The use of ‘high-performance’ workplace practices and incentive pay plans have received considerable attention from researchers. However, little is known about human resource practices in non-manufacturing and non-case study settings. Moreover, for incentive pay, few studies have actually observed compensation contracts. This paper examines the relationship between several workplace practices and earnings using unique employee-employer linked personnel data where the explicit nature of compensation contracts is observed. The data covers 415 establishments from the Greater Toronto Area and is quite representative along several dimensions including industry, total revenues, and employee size.

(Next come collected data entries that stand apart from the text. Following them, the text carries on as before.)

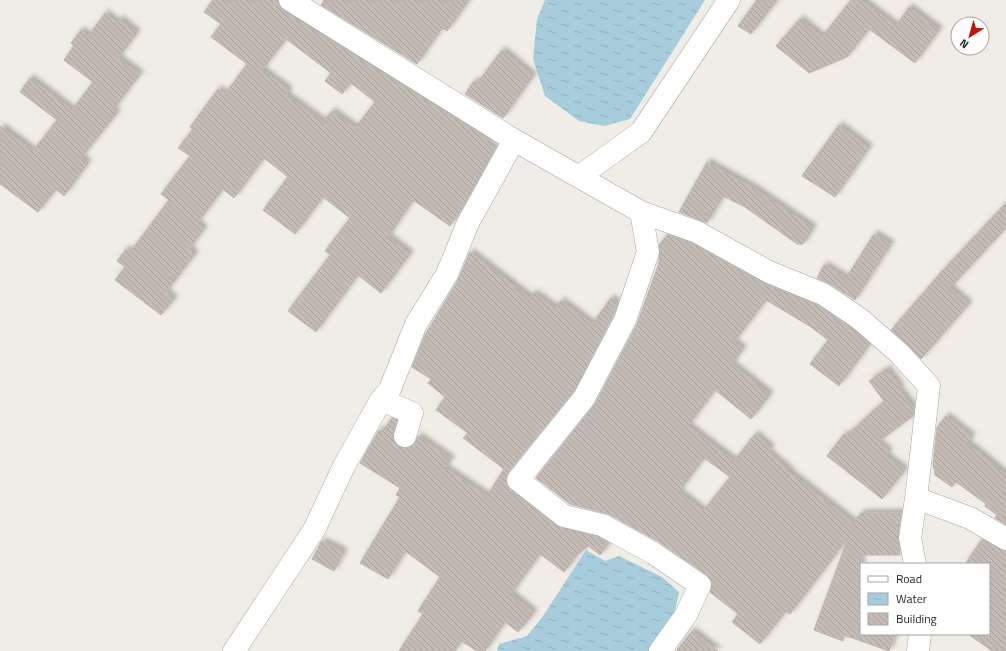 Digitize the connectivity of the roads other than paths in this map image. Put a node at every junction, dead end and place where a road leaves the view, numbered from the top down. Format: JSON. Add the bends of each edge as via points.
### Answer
{"nodes":[{"id":1,"x":290,"y":0,"type":"edge"},
{"id":2,"x":729,"y":0,"type":"edge"},
{"id":3,"x":514,"y":140,"type":"junction"},
{"id":4,"x":580,"y":176,"type":"junction"},
{"id":5,"x":641,"y":212,"type":"junction"},
{"id":6,"x":381,"y":400,"type":"junction"},
{"id":7,"x":405,"y":436,"type":"dead end"},
{"id":8,"x":916,"y":498,"type":"junction"},
{"id":9,"x":1006,"y":539,"type":"edge"},
{"id":10,"x":915,"y":563,"type":"edge"},
{"id":11,"x":234,"y":651,"type":"edge"},
{"id":12,"x":660,"y":651,"type":"edge"}],
"edges":[{"from":1,"to":3,"type":"street"},
{"from":2,"to":4,"type":"street","via":[[641,132]]},
{"from":3,"to":4,"type":"street"},
{"from":3,"to":6,"type":"street","via":[[468,222],[447,274],[416,324],[390,389]]},
{"from":4,"to":5,"type":"street"},
{"from":5,"to":8,"type":"street","via":[[697,232],[769,272],[823,294],[860,319],[899,353],[929,386]]},
{"from":5,"to":12,"type":"street","via":[[648,252],[625,320],[584,398],[518,480],[564,516],[602,525],[653,553],[700,585],[686,615]]},
{"from":6,"to":7,"type":"street","via":[[412,413]]},
{"from":6,"to":11,"type":"street","via":[[344,466],[314,530]]},
{"from":8,"to":9,"type":"street","via":[[970,518]]},
{"from":8,"to":10,"type":"street","via":[[910,538]]}]}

A key advantage of the data is that information on human resource management (HRM) practices is available at seven different levels of the firm hierarchy including: top executives, lower executives, middle management/supervisory professionals, information technology managers, non-management/non-supervisory professionals, IT staff, and clerical/support staff. The focus of the paper is on the interaction between teams and team/group-based incentive pay plans. In particular, I test whether teams are more effective — via employees earning higher salaries — when backed up with incentive pay that uses group or team based performance measures. The key findings are as follows: 1) when within-firm variation in HRM practices is used for identification, employees who work in teams earn a substantial premium, which increases further when a group/team-based incentive pay plan is applied; and 2) most cross-sectional earnings premiums associated with high-performance workplace practices (including annual bonus plans) disappear when within-firm variation is used for identification.